Homely Medicines
The gamekeeper is among the few people left in the country who have any knowledge of herb-lore, and faith in home-brewed herbal remedies. His medicine-chest contains a varied assortment. From rose-pink centaury he boils an appetising tonic for his pheasants, which he is not above drinking himself. The roots of couch-grass provide him with a powerful emetic for dogs in the first stages of distemper. He bakes acorns, grinds them to powder, and with its aid quells a rebellious stomach. His good-wife has the secret of cowslip and nettle tea. From the pounded leaves of dock blended with lard, he prepares a salve for cuts. Rheumatism, from which all keepers suffer in their old age, is treated with the fat of hedgehogs, well rubbed in—not that this is a herbal remedy. Cramp in pheasants calls for cayenne pepper boiled in their food; chopped onions are for gape-worms; a little saffron with drinking water—as much as will lie on a threepenny-bit in the water for a thousand birds—assists young birds through the troubles of feather-growing; while the first moult is aided by a few crystals of sulphate of iron in water. But oil is the sovereign remedy: castor-oil for dogs out of sorts, oil of almonds for the glued eyelids of blind birds, linseed-oil and laudanum for gapes—oil of every kind for every purpose. With corn scented with oil of rhodium-wood the keeper lays a trail which every pheasant must follow.
The Earth-Stoppers' Feast
The reward paid to keepers from the funds of fox-hunts is a sovereign for a litter of cubs when hounds come cub-hunting. Ten shillings is paid for each fox found by hounds. And a florin is the keeper's usual reward for stopping earths when the meet is within a distance of four miles. These moneys are paid in round sums on a great occasion in the keeper's year—the earth-stoppers' dinner. In olden days keepers were full of resources for benefiting themselves from the hunt funds, while saving their pheasants' skins from foxes at the same time. The cunning keeper would induce a huntsman to pay a stealthy unofficial visit to the home of a litter, and after his departure, when a reward had been made sure, would quietly take steps to rid himself of fox troubles. Visiting the earth with a supply of sulphur matches and bags of grass, he would light the matches within, block the holes with the bags, and leave the deadly fumes to do their work. Or two keepers would combine to defraud the hunt. One would show a litter and pocket his sovereign, then shift the litter to the preserves of his friend, who in turn would call in the huntsman and pocket his reward, then return the cubs whence they came; and so the game would go on. Luck plays a great part in this matter of fox-rewards. It often happens that foxes which have been harboured honestly by one keeper are found in the preserves of another who is a vulpicide, yet is not above accepting the reward which really is the due of his scrupulous friend in the next parish. How to show foxes to the hunt and pheasants to a shooting party is the prickliest of all the manifold problems of the gamekeeper's life.
The Keeper's Garden
The gamekeeper, like many a countryman, would be at a loss without his garden. His little plot of land means much to him: green food for his table, tonic foods for his pheasants, and a place where, by digging, he may bury some of his cares. He knows no such exercise as digging for keeping away ill-humours. He believes that the more a man sows the more he will reap—it is a lesson daily brought home to him. So he puts his best work into his garden, which is often the model plot of a rural community. In March he divides his time between spade work and his never-ending war on vermin. If he has a pen of stock pheasants he spends a good many minutes a day in admiration of the birds, besides tending to their wants; and he will defy you to prove that you ever saw a finer lot of birds. "Look at that old cock up agen yon corner—ain't 'e got some 'orns? Bless ye, them birds is worth a pound apiece."

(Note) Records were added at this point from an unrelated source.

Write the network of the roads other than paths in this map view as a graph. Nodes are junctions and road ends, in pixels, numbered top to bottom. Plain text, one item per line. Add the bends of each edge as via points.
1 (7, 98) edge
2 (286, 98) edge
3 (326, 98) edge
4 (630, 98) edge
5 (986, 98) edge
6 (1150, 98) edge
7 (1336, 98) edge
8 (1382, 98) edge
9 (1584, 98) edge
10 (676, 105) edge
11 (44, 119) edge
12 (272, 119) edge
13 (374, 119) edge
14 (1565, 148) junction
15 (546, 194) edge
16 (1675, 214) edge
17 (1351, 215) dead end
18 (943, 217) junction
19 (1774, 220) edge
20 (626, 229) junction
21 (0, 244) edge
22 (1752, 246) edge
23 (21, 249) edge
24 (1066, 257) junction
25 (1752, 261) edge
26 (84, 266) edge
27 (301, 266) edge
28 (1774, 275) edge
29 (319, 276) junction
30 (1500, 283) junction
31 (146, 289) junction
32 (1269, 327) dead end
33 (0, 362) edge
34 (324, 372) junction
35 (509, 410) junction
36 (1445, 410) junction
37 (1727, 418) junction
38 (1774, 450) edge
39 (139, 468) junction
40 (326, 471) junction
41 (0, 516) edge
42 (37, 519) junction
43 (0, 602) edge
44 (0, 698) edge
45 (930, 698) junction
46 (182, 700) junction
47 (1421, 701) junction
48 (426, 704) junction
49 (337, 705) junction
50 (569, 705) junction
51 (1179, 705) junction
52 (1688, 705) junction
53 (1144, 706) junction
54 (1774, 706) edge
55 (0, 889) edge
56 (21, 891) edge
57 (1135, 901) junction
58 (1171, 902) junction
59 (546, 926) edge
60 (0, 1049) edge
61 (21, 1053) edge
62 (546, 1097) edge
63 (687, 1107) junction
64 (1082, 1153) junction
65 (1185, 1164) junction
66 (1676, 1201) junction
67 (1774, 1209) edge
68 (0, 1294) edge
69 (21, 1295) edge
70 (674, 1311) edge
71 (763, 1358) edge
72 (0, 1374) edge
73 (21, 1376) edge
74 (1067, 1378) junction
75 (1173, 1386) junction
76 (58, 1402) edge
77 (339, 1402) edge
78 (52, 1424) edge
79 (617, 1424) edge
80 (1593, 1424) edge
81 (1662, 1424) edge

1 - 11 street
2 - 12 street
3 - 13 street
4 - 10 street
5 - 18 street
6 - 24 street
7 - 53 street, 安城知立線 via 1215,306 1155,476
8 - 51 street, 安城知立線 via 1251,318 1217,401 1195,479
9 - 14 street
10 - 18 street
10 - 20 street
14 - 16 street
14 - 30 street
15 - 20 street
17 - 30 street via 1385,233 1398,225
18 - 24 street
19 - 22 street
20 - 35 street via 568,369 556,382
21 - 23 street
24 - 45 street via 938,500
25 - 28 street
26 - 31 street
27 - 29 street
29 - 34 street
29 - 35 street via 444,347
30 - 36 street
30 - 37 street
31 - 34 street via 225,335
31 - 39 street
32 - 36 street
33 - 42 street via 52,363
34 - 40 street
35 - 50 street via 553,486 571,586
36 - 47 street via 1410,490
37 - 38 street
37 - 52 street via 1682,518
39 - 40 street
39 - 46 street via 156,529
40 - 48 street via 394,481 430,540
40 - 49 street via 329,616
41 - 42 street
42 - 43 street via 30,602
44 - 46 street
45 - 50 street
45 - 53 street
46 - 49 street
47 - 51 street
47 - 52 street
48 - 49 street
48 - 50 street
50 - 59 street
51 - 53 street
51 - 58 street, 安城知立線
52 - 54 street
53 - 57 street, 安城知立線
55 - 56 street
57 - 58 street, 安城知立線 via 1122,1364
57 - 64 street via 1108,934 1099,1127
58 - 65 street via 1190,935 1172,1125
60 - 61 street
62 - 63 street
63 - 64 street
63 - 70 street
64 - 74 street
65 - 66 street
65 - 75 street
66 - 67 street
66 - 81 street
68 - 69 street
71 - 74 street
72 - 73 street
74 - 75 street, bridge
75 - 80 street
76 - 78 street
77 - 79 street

So many a March afternoon finds the keeper hard at work at home with spade, fork, trowel or dibbler. His great object is to finish the more laborious work before the time of pheasants' eggs. A feature of the garden is the neat and spacious onion-bed, smoothed with the polished back of a favourite spade, which has dug out countless rabbits. There must be plenty of onions for the young pheasants to come. In time of need a keeper may sacrifice the whole of his onion-bed to his birds, gladly buying such onions as his wife demands for the table. Then there are two or three long rows of peas. Before sowing, the seed is sprinkled with red lead against the ravages of long-tailed field-mice, and after sowing strands of black thread are carried up and down the surface against the attacks of sparrows, while above, as a terrible warning, swings the body of a sparrow-hawk. The site of an old pheasant pen is devoted to Brussels sprouts. A dilapidated dog-kennel will serve to coax rhubarb to be ready for Easter Sunday's dinner.
Flower seeds are not forgotten: in shallow cartridge-boxes, protected by a small home-made frame, seeds are sown for making the little patch of flower-garden gay with stocks and asters, sweet peas, sun-flowers, tobacco-plants, and zinnias. The keeper puzzles over zinnia seed, which is like the fragment of a dead leaf, yet will come up and grow with the speed of mustard and cress, producing a wealth of bloom.